Lo Shrike para il colpo. Scintille scaturiscono dal cromo e fulmini si scaricano nel terreno. La mostruosa creatura fende l’aria dove Nemes si trovava un nanosecondo prima. Nemes gira intorno, vibra alla schiena della bambina un calcio che le farebbe schizzare dal petto la spina dorsale e il cuore.
Lo Shrike devia il calcio e fa volare Nemes. La figura cromata della donna ricade trenta metri più in là, tra gli alberi, e fracassa rami e tronchi che dopo il suo passaggio rimangono sospesi a mezz’aria. Lo Shrike si lancia in temporapido all’inseguimento.
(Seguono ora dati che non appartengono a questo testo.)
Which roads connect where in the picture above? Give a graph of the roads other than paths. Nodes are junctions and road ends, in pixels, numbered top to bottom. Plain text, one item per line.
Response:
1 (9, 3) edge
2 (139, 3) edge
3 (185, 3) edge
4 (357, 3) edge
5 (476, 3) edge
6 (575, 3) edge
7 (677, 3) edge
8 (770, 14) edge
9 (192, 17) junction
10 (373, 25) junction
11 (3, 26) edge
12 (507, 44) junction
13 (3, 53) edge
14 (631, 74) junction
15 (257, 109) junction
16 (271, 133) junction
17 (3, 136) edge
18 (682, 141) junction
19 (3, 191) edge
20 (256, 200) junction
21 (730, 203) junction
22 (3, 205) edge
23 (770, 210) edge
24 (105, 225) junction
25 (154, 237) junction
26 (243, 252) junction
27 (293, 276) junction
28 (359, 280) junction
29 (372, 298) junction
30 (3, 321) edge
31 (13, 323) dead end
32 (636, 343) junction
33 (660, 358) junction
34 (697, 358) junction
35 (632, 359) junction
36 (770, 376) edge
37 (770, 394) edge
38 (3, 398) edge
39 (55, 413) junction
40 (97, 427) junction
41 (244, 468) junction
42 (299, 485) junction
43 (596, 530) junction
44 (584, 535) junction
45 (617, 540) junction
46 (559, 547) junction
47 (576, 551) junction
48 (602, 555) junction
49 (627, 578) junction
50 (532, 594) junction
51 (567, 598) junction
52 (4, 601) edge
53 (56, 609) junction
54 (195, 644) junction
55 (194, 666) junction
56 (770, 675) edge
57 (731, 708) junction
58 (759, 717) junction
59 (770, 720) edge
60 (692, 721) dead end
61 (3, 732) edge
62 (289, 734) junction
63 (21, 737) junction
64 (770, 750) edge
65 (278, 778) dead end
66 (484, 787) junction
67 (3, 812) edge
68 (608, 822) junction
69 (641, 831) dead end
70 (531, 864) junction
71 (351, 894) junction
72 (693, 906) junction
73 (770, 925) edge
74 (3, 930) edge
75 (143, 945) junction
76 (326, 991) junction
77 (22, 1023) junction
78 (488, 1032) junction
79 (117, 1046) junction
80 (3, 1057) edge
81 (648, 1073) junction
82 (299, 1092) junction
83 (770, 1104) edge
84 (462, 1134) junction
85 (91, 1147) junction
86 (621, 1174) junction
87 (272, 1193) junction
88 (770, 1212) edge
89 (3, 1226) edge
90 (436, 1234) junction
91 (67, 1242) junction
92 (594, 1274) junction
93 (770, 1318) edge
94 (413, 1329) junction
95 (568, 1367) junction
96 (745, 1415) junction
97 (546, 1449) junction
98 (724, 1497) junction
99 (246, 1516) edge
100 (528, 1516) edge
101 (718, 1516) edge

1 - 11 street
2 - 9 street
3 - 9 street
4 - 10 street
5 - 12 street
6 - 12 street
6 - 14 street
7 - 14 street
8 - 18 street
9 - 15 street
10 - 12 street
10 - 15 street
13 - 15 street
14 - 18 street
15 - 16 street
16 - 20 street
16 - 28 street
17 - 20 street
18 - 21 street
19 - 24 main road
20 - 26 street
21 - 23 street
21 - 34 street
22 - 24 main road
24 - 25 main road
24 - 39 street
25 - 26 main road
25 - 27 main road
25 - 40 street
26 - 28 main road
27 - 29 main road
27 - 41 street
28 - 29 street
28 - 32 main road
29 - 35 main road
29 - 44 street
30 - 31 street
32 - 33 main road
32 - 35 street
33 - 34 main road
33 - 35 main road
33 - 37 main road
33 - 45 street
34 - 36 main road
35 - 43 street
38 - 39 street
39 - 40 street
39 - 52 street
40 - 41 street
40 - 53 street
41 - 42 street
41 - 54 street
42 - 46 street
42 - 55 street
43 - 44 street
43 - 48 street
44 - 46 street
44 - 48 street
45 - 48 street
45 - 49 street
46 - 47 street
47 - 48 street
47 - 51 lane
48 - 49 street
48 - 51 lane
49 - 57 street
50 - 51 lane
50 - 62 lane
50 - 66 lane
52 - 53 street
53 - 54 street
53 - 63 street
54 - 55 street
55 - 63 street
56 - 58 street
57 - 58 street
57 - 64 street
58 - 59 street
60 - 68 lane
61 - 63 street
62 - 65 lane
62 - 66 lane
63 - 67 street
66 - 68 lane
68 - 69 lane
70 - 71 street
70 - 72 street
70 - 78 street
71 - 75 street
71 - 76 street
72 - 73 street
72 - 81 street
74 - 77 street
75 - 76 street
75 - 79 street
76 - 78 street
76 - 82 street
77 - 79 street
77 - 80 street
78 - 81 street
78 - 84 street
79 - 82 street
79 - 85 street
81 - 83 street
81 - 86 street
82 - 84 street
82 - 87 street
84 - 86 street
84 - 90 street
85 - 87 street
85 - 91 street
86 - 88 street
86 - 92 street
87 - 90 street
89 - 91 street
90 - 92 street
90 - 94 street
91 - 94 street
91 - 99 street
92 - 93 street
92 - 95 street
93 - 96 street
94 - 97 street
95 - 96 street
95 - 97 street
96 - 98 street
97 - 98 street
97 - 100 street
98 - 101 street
Nemes urta un masso e si conficca per cinque centimetri nella solida roccia. Percepisce lo Shrike passare al modo tempolento, mentre corre verso di lei; lo imita e passa anche lei nel rumore e nel movimento. Gli alberi si spezzano tra gli schiocchi e prendono fuoco. Le mini-claymore non percepiscono battito cardiaco né respiro, ma sentono la pressione e balzano verso di essa, esplodono a centinaia, in una reazione a catena di cariche sagomate che spingono l’una contro l’altro Aenea e lo Shrike, come due metà di un’antica bomba atomica a implosione.